Junto con el smog, el caos se respiró durante esa semana en Londres. Hubo un gran desorden asistencial, pues los hospitales no se daban abasto para atender a tantos enfermos, y las comisarías atendían sin cesar reportes de vandalismo, robos, incendios y otros desmanes. Se auguró una crisis económica y una renovación cultural enfocada a disminuir la polución.
Al paso de los años
En 1956, el gobierno del Reino Unido emitió el Acta de Aire Limpio —Clean Air Act—, la primera ley europea dedicada exclusivamente a disminuir la contaminación del aire en una ciudad, a partir de la sustitución del carbón por combustibles ecológicos.
Aunque el Acta de Aire Limpio logró disminuir sustancialmente los niveles de contaminantes en Londres, el de 1952 no fue el único acontecimiento de smog asesino.

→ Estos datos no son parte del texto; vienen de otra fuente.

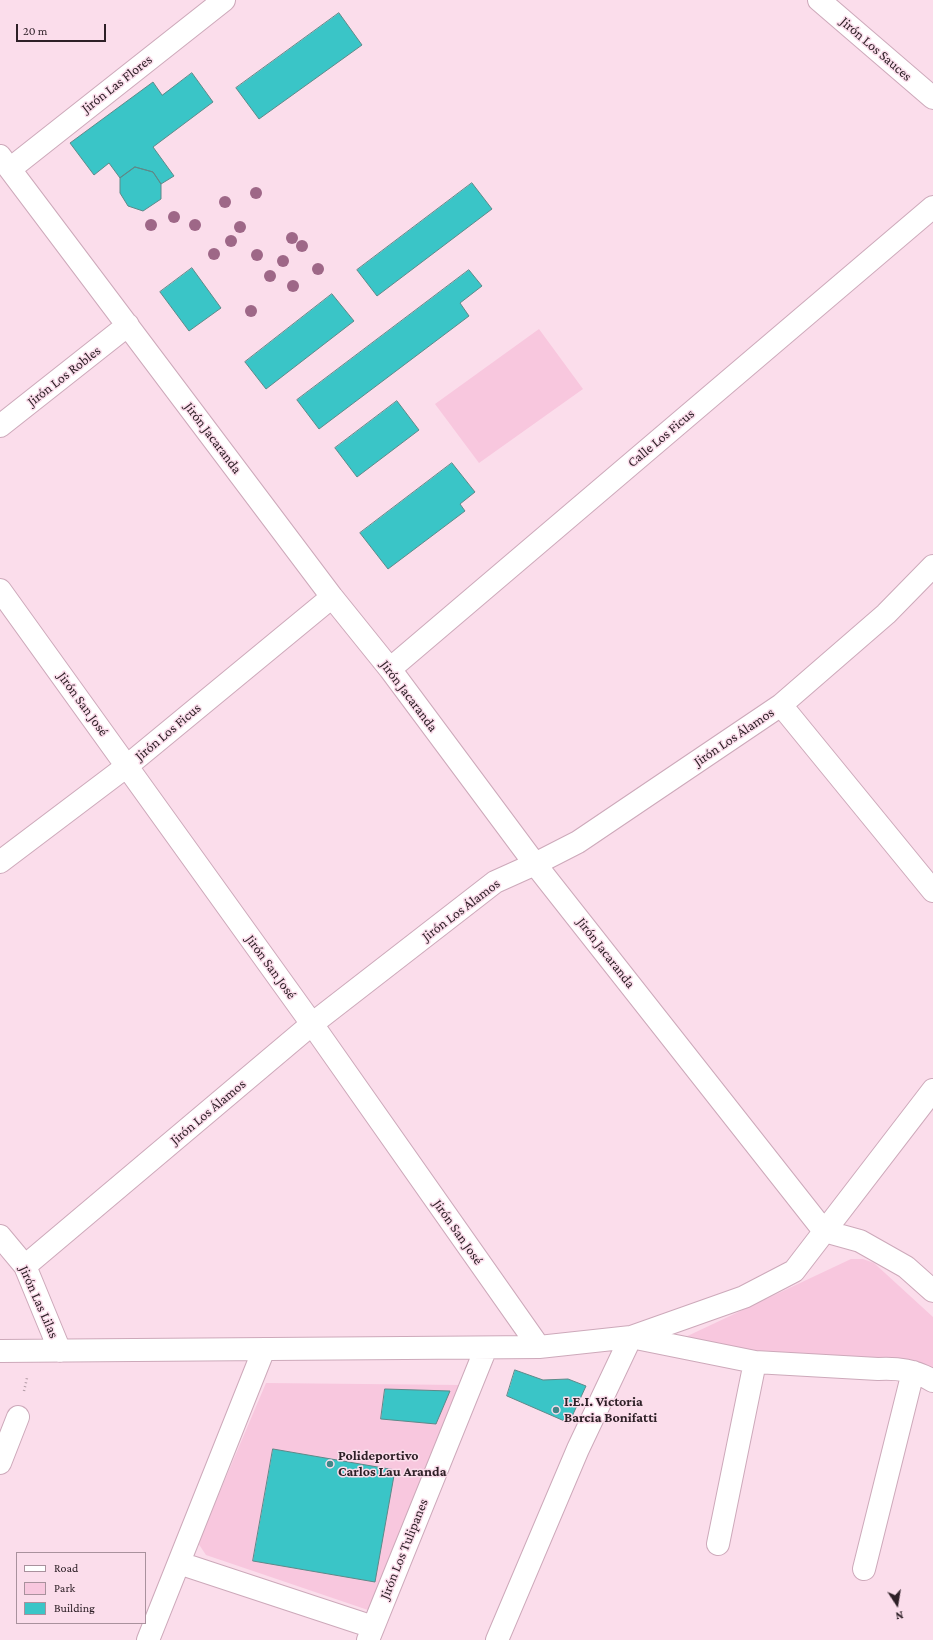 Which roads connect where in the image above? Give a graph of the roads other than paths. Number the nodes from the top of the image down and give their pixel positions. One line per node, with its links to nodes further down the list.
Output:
1 (224, 0): 4 (street, Jirón Las Flores)
2 (819, 0): 3 (street, Jirón Los Sauces)
3 (933, 98)
4 (5, 162): 6 (street, Jirón Jacaranda)
5 (933, 207): 11 (street, Calle Los Ficus)
6 (128, 325): 7 (street, Jirón Los Robles); 10 (street, Jirón Jacaranda)
7 (0, 426)
8 (933, 566): 12 (street, Jirón Los Álamos)
9 (0, 590): 13 (street, Jirón San José)
10 (332, 597): 11 (street, Jirón Jacaranda); 13 (street, Jirón Los Ficus)
11 (390, 669): 15 (street, Jirón Jacaranda)
12 (781, 705): 15 (street, Jirón Los Álamos); 16 (street)
13 (127, 766): 14 (street, Jirón Los Ficus); 17 (street, Jirón San José)
14 (0, 862)
15 (535, 864): 17 (street, Jirón Los Álamos); 19 (street, Jirón Jacaranda)
16 (933, 891)
17 (312, 1024): 21 (street, Jirón Los Álamos); 24 (street, Jirón San José)
18 (933, 1090): 19 (street)
19 (824, 1231): 22 (street); 23 (street)
20 (0, 1236): 21 (street, Jirón Las Lilas)
21 (25, 1266): 27 (street, Jirón Las Lilas)
22 (933, 1291)
23 (631, 1337): 24 (street); 29 (street); 39 (street)
24 (539, 1347): 25 (street)
25 (486, 1348): 26 (street); 37 (street, Jirón Los Tulipanes)
26 (264, 1349): 27 (street); 35 (street)
27 (60, 1350): 28 (street)
28 (0, 1352)
29 (755, 1362): 30 (street); 34 (street)
30 (913, 1372): 31 (street); 36 (street)
31 (933, 1381)
32 (18, 1417): 33 (street)
33 (0, 1463)
34 (718, 1544)
35 (179, 1563): 37 (street); 38 (street)
36 (864, 1569)
37 (370, 1634)
38 (148, 1640)
39 (497, 1640)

En 1962, apenas diez años después, el fenómeno volvió a ocurrir, con menor intensidad, es cierto, pero no sin acabar con la vida de unas 700 personas.
En la actualidad, se puede decir que Londres tiene bajo control las emisiones de contaminantes generadas por carbón, pero la polución cambia de color y consistencia, así que las autoridades siguen tratando de reducir la contaminación que, debido a los coches, se ha transformado de industrial en fotoquímica, la misma que ya ha dañado bastante a otras grandes ciudades como la de México, Santiago de Chile, y Los Ángeles, por mencionar algunos ejemplos.